Campaign Monitor is seeking a Site Reliability Engineer to join our growing SRE team; someone who will work on automating and scaling our systems for ever-increasing growth. We send over 2 billion emails every month and our infrastructure needs to scale accordingly so we can deliver the best user experience possible.
Who are you?
You're smart, personable and friendly, and you communicate clearly and respectfully. You live and breathe problem solving related to mission critical services and are passionate about learning challenges and trends within Site Reliability.
What you’ll be doing
- Solve problems relating to mission critical services and build automation to prevent problem recurrence; with the goal of automating response to all non-exceptional service conditions - Facilitate root cause analysis sessions and communicate the findings back to the product teams
- Own end-to-end availability and performance of mission critical services and build automation to prevent problem recurrence; eventually automate response to all non-exceptional service conditions - Create visibility on how we perform against our SLA through active monitoring and reporting
- Design, write and deliver software to improve the availability, scalability, latency, and efficiency of Campaign Monitor's services.

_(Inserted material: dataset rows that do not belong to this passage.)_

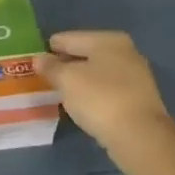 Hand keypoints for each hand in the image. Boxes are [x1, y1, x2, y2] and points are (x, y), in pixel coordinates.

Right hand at [34, 30, 174, 167]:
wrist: (139, 136)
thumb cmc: (100, 99)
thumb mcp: (67, 80)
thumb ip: (51, 67)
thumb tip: (39, 59)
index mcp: (108, 40)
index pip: (70, 38)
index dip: (50, 48)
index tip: (34, 59)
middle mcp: (125, 52)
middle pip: (86, 54)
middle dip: (66, 64)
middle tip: (44, 76)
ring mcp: (135, 76)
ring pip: (97, 73)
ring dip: (79, 80)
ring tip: (59, 91)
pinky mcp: (138, 99)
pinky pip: (107, 90)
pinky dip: (92, 94)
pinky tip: (81, 104) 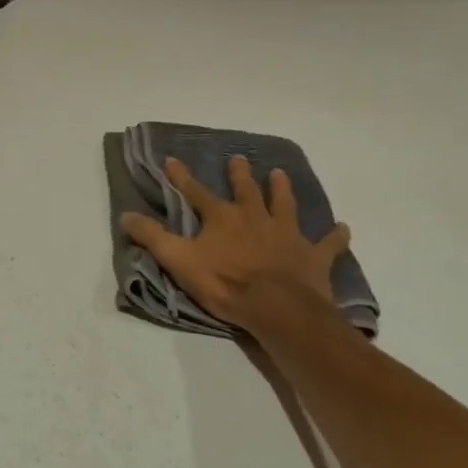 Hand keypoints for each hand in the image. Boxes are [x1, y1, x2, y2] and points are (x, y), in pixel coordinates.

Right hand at [120, 156, 351, 334]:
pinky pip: (327, 244)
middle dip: (240, 174)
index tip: (172, 160)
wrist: (277, 308)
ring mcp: (286, 235)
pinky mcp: (313, 256)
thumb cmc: (225, 283)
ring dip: (282, 190)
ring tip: (280, 174)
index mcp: (222, 218)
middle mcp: (254, 218)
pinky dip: (335, 236)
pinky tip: (343, 228)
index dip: (181, 177)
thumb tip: (125, 215)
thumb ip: (152, 238)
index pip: (195, 192)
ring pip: (284, 205)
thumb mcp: (178, 260)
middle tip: (239, 159)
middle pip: (246, 191) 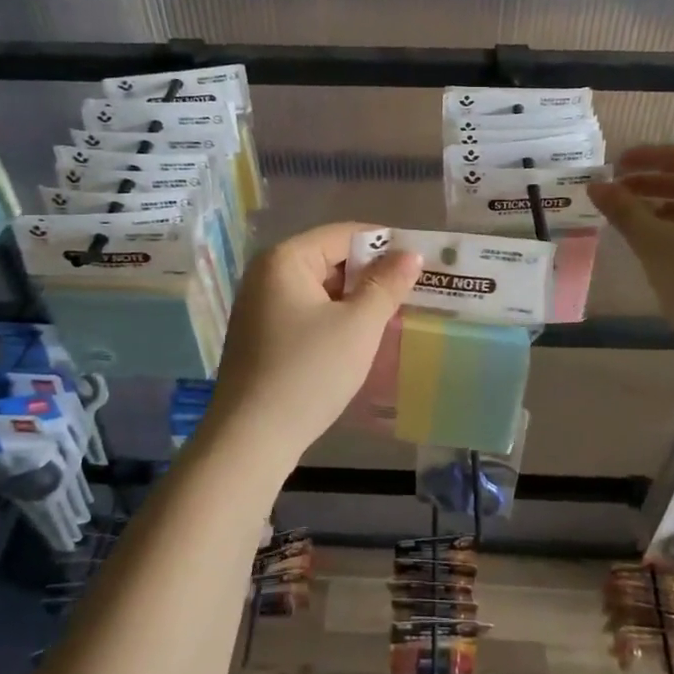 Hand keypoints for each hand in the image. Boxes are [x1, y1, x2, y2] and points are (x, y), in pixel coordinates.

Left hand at [206, 223, 422, 469]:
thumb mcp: (358, 326)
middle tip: (412, 291)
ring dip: (355, 298)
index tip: (421, 262)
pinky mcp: (261, 334)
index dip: (385, 244)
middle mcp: (267, 273)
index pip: (344, 234)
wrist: (251, 440)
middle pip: (330, 258)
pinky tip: (359, 337)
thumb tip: (411, 254)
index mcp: (286, 259)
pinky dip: (334, 317)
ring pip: (320, 287)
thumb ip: (387, 285)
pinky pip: (306, 310)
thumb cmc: (309, 372)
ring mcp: (259, 305)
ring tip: (393, 313)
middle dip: (371, 273) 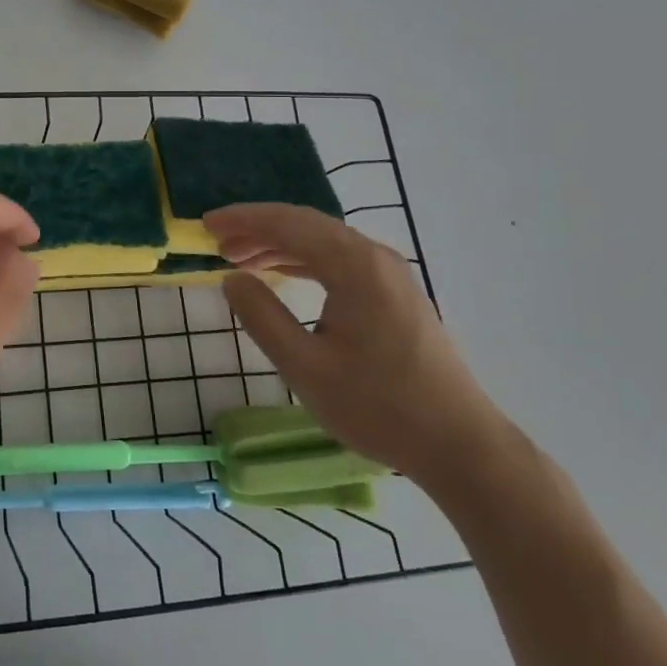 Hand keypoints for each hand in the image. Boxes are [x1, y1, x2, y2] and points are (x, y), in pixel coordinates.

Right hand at [208, 203, 508, 486]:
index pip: (288, 224)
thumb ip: (262, 317)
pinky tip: (283, 274)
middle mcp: (374, 256)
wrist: (460, 445)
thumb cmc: (378, 407)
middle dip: (258, 229)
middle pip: (306, 225)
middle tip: (218, 242)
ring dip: (280, 244)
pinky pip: (340, 259)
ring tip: (240, 258)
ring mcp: (390, 273)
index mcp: (354, 266)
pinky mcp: (396, 293)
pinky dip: (305, 260)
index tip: (206, 224)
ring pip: (323, 241)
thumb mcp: (305, 367)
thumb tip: (231, 279)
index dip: (243, 220) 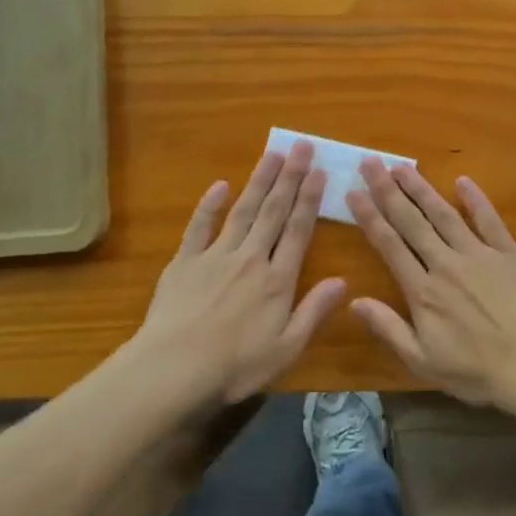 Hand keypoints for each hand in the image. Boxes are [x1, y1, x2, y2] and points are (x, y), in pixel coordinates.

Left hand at [125, 141, 346, 407]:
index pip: (298, 231)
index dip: (310, 200)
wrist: (173, 369)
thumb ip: (314, 311)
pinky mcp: (184, 262)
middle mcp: (251, 259)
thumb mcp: (287, 348)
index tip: (320, 172)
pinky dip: (210, 205)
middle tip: (301, 147)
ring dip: (259, 181)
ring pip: (242, 211)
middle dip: (290, 178)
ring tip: (273, 154)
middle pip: (273, 212)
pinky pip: (199, 227)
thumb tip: (342, 281)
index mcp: (278, 280)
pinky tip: (220, 185)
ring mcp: (215, 256)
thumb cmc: (236, 366)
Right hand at [346, 160, 515, 407]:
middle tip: (371, 163)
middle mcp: (446, 264)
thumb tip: (353, 301)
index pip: (389, 245)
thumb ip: (388, 328)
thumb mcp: (422, 361)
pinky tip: (463, 181)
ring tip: (403, 167)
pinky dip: (476, 200)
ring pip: (445, 215)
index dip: (369, 217)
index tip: (352, 192)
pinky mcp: (510, 254)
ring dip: (422, 189)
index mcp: (422, 291)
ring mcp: (480, 255)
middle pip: (412, 222)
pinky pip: (490, 220)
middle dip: (388, 191)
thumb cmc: (475, 371) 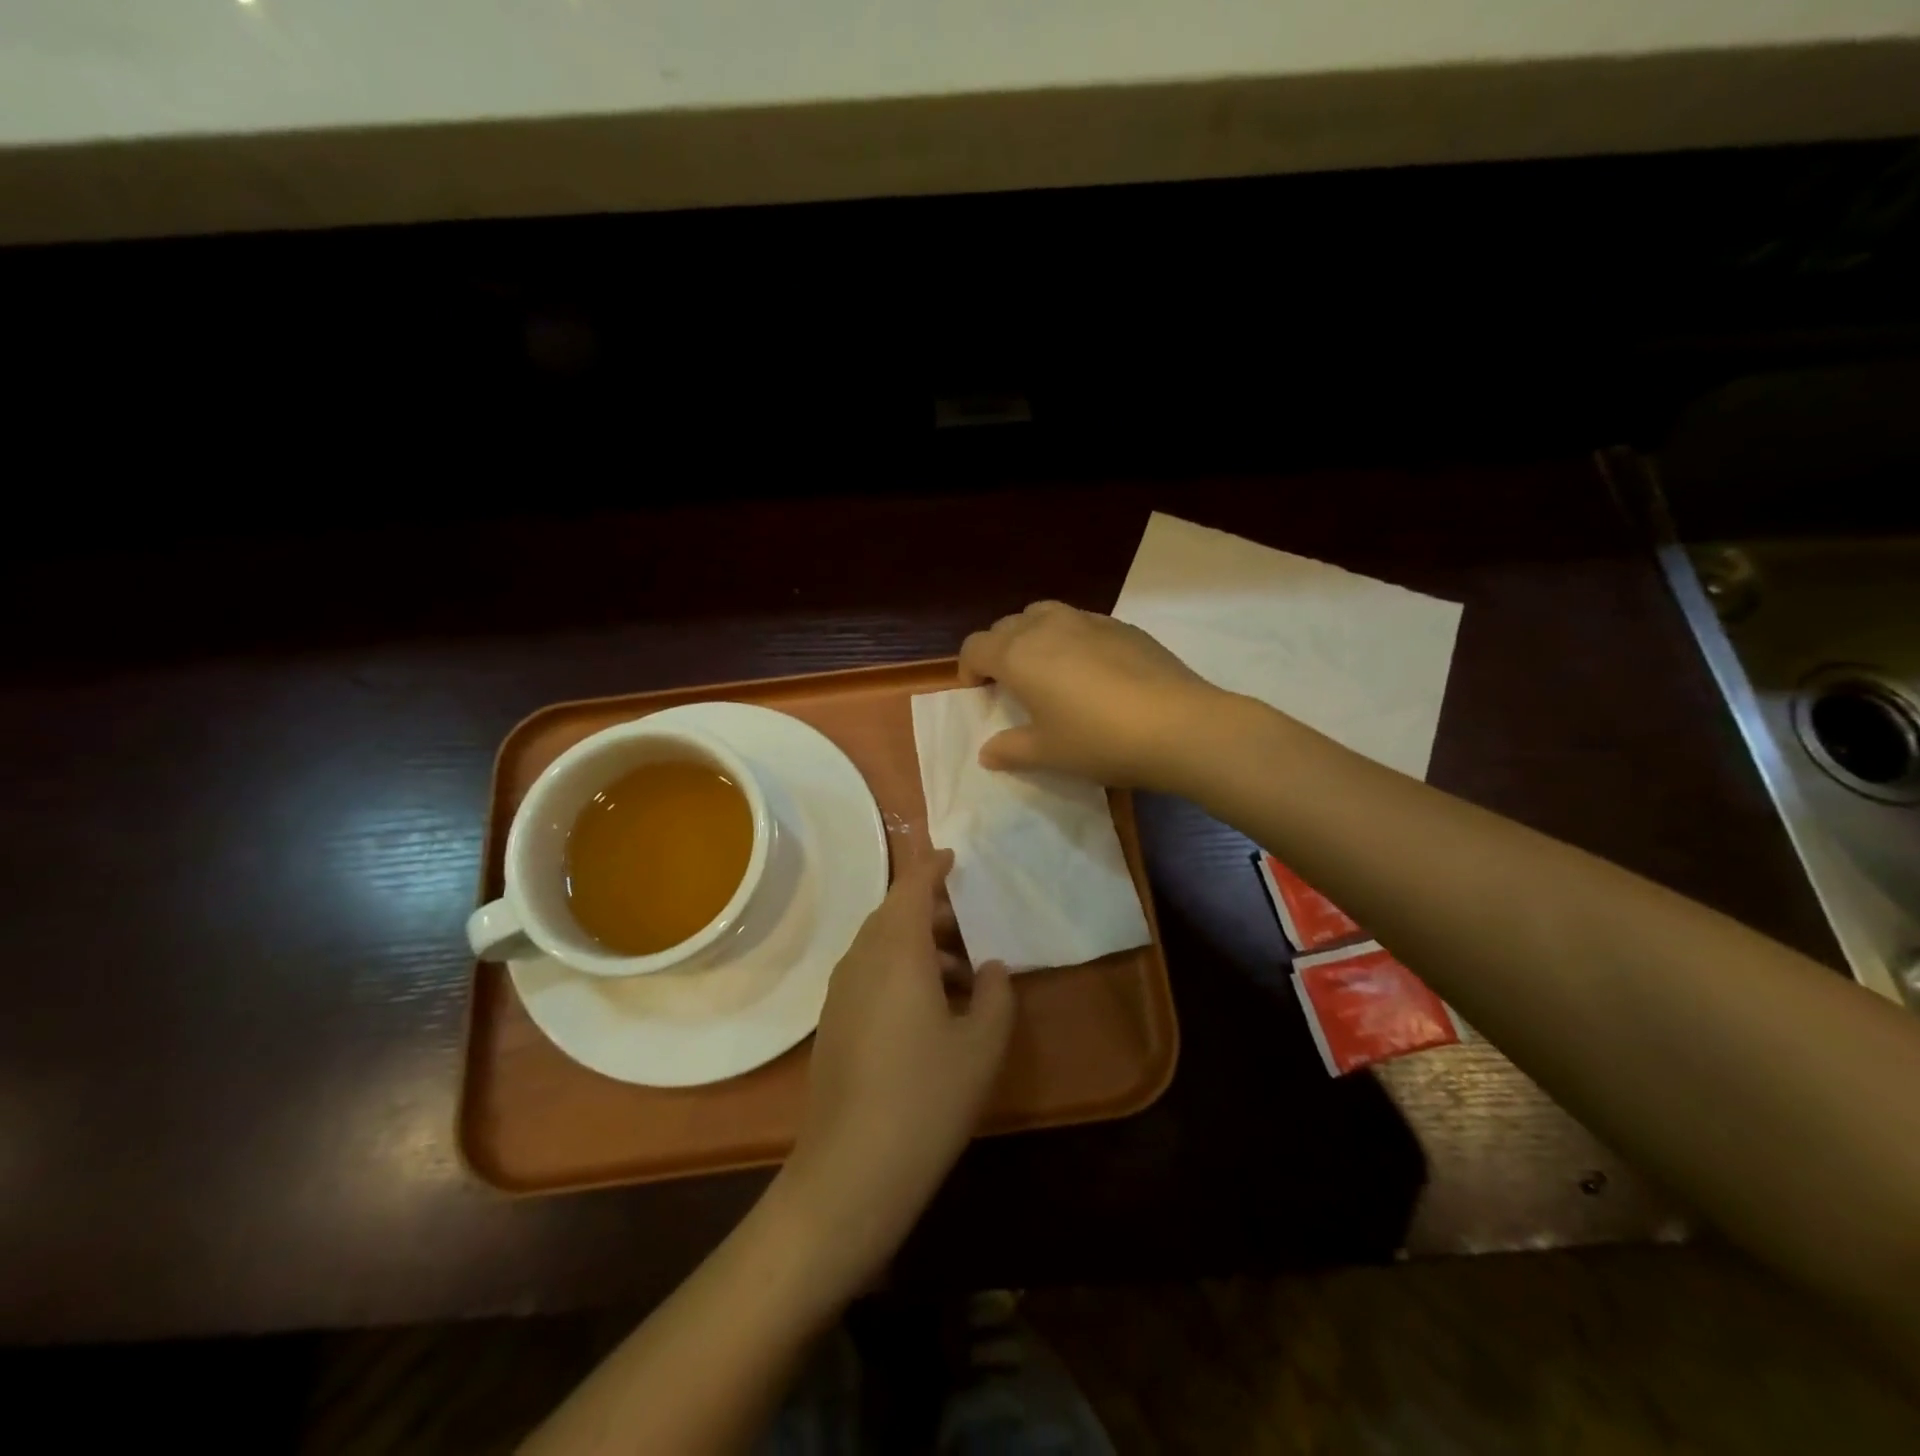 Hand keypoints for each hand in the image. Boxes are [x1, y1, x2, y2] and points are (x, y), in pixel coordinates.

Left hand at [785, 851, 1012, 1283]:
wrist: (851, 1171)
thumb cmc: (926, 1097)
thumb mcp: (981, 1045)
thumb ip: (995, 995)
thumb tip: (990, 968)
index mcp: (896, 951)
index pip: (912, 887)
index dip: (933, 867)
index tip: (954, 857)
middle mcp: (861, 960)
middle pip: (894, 913)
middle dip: (931, 910)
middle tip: (970, 925)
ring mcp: (840, 992)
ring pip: (880, 945)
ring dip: (917, 945)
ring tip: (960, 974)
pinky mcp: (833, 1023)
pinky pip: (869, 973)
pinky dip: (899, 969)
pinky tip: (929, 1009)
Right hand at [959, 601, 1224, 788]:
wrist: (1177, 725)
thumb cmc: (1098, 740)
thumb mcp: (1048, 753)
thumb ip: (1011, 749)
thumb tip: (988, 752)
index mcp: (1018, 654)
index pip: (975, 646)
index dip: (969, 668)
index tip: (979, 692)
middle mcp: (1047, 626)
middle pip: (1007, 626)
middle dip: (999, 650)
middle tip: (1010, 683)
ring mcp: (1088, 621)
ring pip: (1045, 615)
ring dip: (1034, 636)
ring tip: (1048, 668)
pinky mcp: (1123, 626)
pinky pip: (1082, 623)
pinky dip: (1072, 638)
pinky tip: (1093, 671) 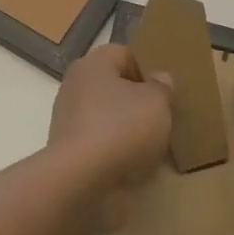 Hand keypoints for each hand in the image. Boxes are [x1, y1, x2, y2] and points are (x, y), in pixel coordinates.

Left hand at [49, 45, 172, 232]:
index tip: (165, 92)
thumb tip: (159, 79)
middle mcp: (75, 86)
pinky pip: (99, 143)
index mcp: (92, 64)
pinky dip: (115, 152)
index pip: (124, 54)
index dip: (147, 69)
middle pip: (114, 87)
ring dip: (128, 129)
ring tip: (153, 146)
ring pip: (107, 116)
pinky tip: (134, 166)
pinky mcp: (68, 150)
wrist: (81, 180)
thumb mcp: (157, 103)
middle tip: (162, 117)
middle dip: (138, 101)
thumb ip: (162, 87)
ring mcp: (68, 119)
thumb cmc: (121, 128) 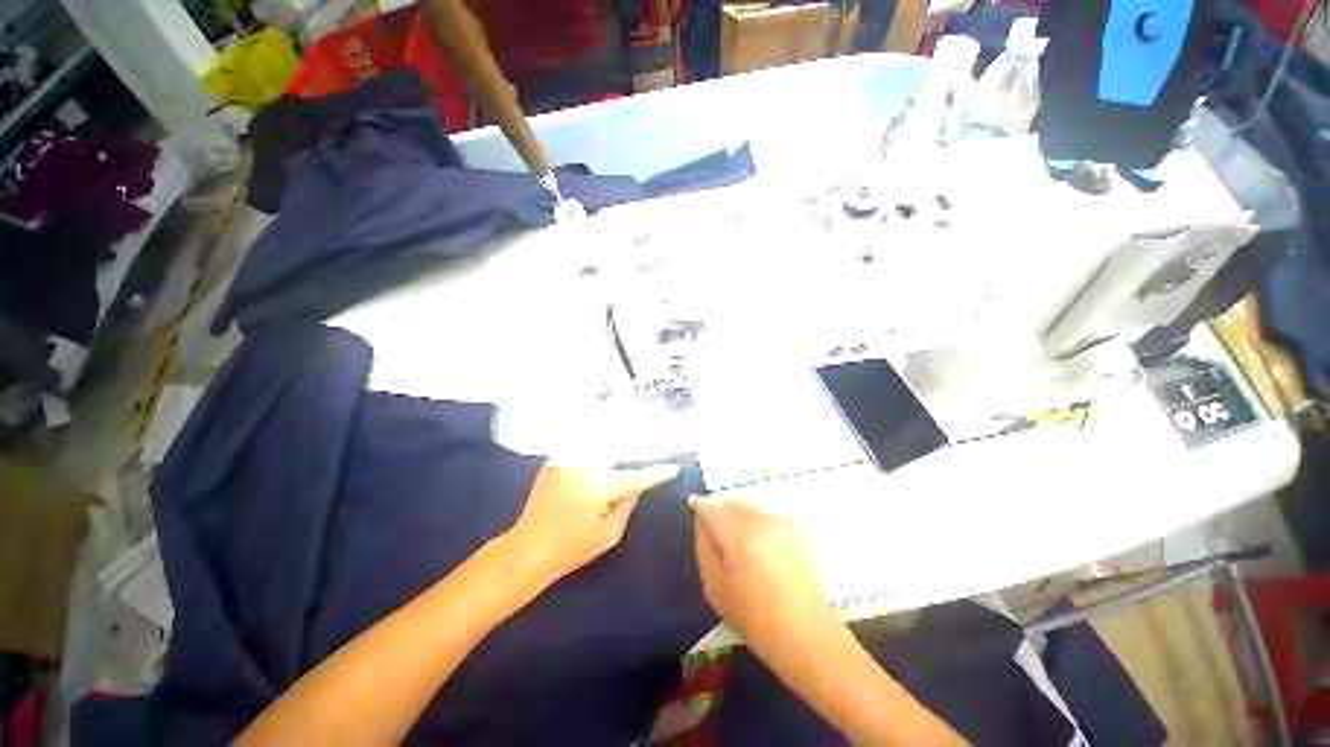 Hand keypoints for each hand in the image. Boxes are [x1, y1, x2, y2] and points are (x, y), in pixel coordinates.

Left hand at [507, 462, 678, 584]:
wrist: (527, 549)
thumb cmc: (571, 549)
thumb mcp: (608, 535)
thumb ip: (627, 506)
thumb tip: (636, 487)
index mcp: (599, 487)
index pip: (635, 477)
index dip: (655, 474)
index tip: (672, 468)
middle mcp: (584, 466)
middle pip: (616, 451)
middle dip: (631, 451)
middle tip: (644, 448)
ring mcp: (566, 461)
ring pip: (598, 446)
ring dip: (611, 447)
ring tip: (624, 441)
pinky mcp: (554, 461)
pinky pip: (580, 450)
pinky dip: (592, 451)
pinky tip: (599, 452)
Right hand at [691, 495, 832, 653]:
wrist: (803, 633)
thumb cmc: (752, 617)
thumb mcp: (715, 586)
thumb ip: (704, 546)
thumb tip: (701, 520)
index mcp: (739, 538)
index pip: (714, 508)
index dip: (701, 504)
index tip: (694, 504)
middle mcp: (761, 523)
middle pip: (734, 501)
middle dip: (721, 506)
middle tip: (713, 519)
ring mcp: (782, 525)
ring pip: (752, 504)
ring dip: (739, 509)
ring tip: (734, 528)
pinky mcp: (796, 530)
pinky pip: (768, 513)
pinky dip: (757, 516)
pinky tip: (757, 535) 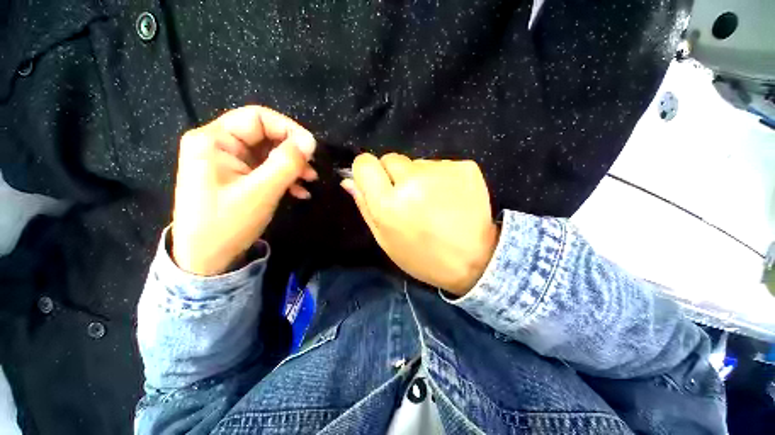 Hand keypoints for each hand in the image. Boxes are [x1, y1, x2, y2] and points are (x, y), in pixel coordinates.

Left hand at [171, 106, 316, 275]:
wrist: (205, 259)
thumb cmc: (227, 224)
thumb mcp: (261, 192)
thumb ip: (287, 163)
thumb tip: (310, 142)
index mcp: (214, 140)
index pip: (257, 117)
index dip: (288, 129)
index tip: (311, 149)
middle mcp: (219, 145)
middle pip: (264, 135)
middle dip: (292, 151)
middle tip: (312, 168)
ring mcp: (228, 162)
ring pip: (268, 153)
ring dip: (292, 166)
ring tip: (310, 181)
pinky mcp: (237, 177)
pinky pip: (265, 169)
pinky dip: (285, 178)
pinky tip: (299, 191)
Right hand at [341, 153, 497, 295]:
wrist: (475, 260)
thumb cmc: (423, 256)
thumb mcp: (386, 239)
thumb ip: (365, 206)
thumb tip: (348, 179)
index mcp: (389, 204)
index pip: (365, 163)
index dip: (367, 171)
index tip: (375, 182)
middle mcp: (413, 181)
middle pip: (390, 158)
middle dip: (393, 175)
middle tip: (408, 198)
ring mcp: (442, 171)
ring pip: (416, 162)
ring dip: (418, 177)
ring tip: (433, 202)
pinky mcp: (465, 167)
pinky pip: (440, 165)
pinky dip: (440, 178)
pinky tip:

- Influence and create new designs, architectures, standards and methods for large-scale distributed systems.
- Engage in service capacity planning and demand forecasting, software performance analysis and system tuning.
- Conduct periodic on call duties using a follow-the-sun model.
- Measure everything, report on interesting events and alert on critical issues.
- Create and update documentation.
- Work with other teams to build, test and roll out systems.
- BA/BS degree in Computer Science or related field (In lieu of degree, 8+ years of relevant industry experience).
- You’re comfortable working from the command line, in fact using a GUI is for amateurs
- You’ve used a range of storage engines (SQL, Elasticsearch, Cassandra) and know when each type is useful.
- Experience with public cloud provider, such as AWS
- All your infrastructure is code, you’re experienced with a configuration management tool (Ansible, Salt, etc).
- You can use a DVCS like Git or Mercurial.
- You know how web applications work, from the underlying network protocols (HTTP, TCP) through to webserver (IIS, nginx), browser behaviour and everything in between.
- You know how to use DevTools or similar to improve web application performance.
- Strong knowledge of TCP/IP and UDP networking and troubleshooting with Wireshark, nmap and friends.
- Effective communication skills, via interactive mediums and documentation.
- Big data systems such a Elasticsearch, Cassandra or Hadoop.
- Distributed data storage systems like HDFS.